__BRIEF__. Print the data that follows exactly.

START ENTRIES SHOWN

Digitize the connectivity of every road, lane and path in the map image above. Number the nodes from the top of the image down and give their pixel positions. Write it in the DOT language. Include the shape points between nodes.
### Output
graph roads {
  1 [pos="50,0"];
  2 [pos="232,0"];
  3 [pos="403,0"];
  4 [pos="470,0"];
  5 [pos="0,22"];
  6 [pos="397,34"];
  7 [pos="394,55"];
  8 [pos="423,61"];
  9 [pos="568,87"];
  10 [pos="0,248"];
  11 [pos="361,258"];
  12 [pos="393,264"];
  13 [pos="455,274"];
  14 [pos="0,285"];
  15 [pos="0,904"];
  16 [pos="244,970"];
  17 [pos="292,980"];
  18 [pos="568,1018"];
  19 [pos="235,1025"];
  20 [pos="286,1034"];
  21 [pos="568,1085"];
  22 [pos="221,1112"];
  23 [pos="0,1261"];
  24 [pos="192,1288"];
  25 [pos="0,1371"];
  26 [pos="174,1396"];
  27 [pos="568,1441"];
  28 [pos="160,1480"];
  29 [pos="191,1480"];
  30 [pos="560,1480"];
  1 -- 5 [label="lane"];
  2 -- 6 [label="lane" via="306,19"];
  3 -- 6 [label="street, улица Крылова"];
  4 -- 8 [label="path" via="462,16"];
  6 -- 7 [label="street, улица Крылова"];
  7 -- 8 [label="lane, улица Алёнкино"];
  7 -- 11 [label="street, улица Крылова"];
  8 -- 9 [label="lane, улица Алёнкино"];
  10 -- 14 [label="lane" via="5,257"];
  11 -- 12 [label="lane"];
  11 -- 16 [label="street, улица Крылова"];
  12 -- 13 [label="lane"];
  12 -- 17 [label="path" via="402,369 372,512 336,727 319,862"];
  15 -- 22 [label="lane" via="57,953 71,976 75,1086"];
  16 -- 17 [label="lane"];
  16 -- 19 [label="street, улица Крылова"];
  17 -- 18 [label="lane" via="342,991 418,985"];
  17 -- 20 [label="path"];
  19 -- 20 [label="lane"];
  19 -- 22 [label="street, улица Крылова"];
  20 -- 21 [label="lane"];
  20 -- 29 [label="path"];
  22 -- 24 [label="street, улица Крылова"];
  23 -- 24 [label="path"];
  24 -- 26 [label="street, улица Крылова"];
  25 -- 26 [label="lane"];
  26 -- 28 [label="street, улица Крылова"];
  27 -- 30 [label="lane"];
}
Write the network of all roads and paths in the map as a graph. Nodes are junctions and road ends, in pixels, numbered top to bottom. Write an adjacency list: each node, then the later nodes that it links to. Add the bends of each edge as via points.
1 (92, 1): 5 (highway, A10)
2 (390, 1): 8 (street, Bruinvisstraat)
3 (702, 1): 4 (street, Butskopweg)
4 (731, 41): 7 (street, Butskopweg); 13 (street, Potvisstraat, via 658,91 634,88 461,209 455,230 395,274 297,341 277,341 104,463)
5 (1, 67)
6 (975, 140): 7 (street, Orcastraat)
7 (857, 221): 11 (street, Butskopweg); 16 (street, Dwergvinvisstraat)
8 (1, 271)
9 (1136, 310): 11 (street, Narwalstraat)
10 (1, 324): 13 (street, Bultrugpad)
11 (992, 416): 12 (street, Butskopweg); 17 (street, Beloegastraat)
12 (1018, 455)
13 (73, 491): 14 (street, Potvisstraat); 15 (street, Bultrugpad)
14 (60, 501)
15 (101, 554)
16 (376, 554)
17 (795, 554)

END ENTRIES SHOWN

__WRITTEN RESPONSE__.
Digitize the connectivity of every road, lane and path in the map image above. Number the nodes from the top of the image down and give their pixel positions. Write it in the DOT language. Include the shape points between nodes.
### Output
graph roads {
  1 [pos="50,0"];
  2 [pos="232,0"];
  3 [pos="403,0"];
  4 [pos="470,0"];
  5 [pos="0,22"];
  6 [pos="397,34"];
  7 [pos="394,55"];
  8 [pos="423,61"];
  9 [pos="568,87"];
  10 [pos="0,248"];
  11 [pos="361,258"];
  12 [pos="393,264"];
  13 [pos="455,274"];
  14 [pos="0,285"];
  15 [pos="0,904"];
  16 [pos="244,970"];
  17 [pos="292,980"];
  18 [pos="568,1018"];
  19 [pos="235,1025"];
  20 [pos="286,1034"];
  21 [pos="568,1085"];
  22 [pos="221,1112"];
  23 [pos="0,1261"];
  24 [pos="192,1288"];
  25 [pos="0,1371"];
  26 [pos="174,1396"];
  27 [pos="568,1441"];
  28 [pos="160,1480"];
  29 [pos="191,1480"];
  30 [pos="560,1480"];
  1 -- 5 [label="lane"];
  2 -- 6 [label="lane" via="306,19"];
  3 -- 6 [label="street, улица Крылова"];
  4 -- 8 [label="path" via="462,16"];
  6 -- 7 [label="street, улица Крылова"];
  7 -- 8 [label="lane, улица Алёнкино"];
  7 -- 11 [label="street, улица Крылова"];
  8 -- 9 [label="lane, улица Алёнкино"];
  10 -- 14 [label="lane" via="5,257"];
  11 -- 12 [label="lane"];
  11 -- 16 [label="street, улица Крылова"];
  12 -- 13 [label="lane"];
  12 -- 17 [label="path" via="402,369 372,512 336,727 319,862"];
  15 -- 22 [label="lane" via="57,953 71,976 75,1086"];
  16 -- 17 [label="lane"];
  16 -- 19 [label="street, улица Крылова"];
  17 -- 18 [label="lane" via="342,991 418,985"];
  17 -- 20 [label="path"];
  19 -- 20 [label="lane"];
  19 -- 22 [label="street, улица Крылова"];
  20 -- 21 [label="lane"];
  20 -- 29 [label="path"];
  22 -- 24 [label="street, улица Крылова"];
  23 -- 24 [label="path"];
  24 -- 26 [label="street, улица Крылова"];
  25 -- 26 [label="lane"];
  26 -- 28 [label="street, улица Крылова"];
  27 -- 30 [label="lane"];
}
Write the network of all roads and paths in the map as a graph. Nodes are junctions and road ends, in pixels, numbered top to bottom. Write an adjacency list: each node, then the later nodes that it links to. Add the bends of each edge as via points.
1 (92, 1): 5 (highway, A10)
2 (390, 1): 8 (street, Bruinvisstraat)
3 (702, 1): 4 (street, Butskopweg)
4 (731, 41): 7 (street, Butskopweg); 13 (street, Potvisstraat, via 658,91 634,88 461,209 455,230 395,274 297,341 277,341 104,463)
5 (1, 67)
6 (975, 140): 7 (street, Orcastraat)
7 (857, 221): 11 (street, Butskopweg); 16 (street, Dwergvinvisstraat)
8 (1, 271)
9 (1136, 310): 11 (street, Narwalstraat)
10 (1, 324): 13 (street, Bultrugpad)
11 (992, 416): 12 (street, Butskopweg); 17 (street, Beloegastraat)
12 (1018, 455)
13 (73, 491): 14 (street, Potvisstraat); 15 (street, Bultrugpad)
14 (60, 501)
15 (101, 554)
16 (376, 554)
17 (795, 554)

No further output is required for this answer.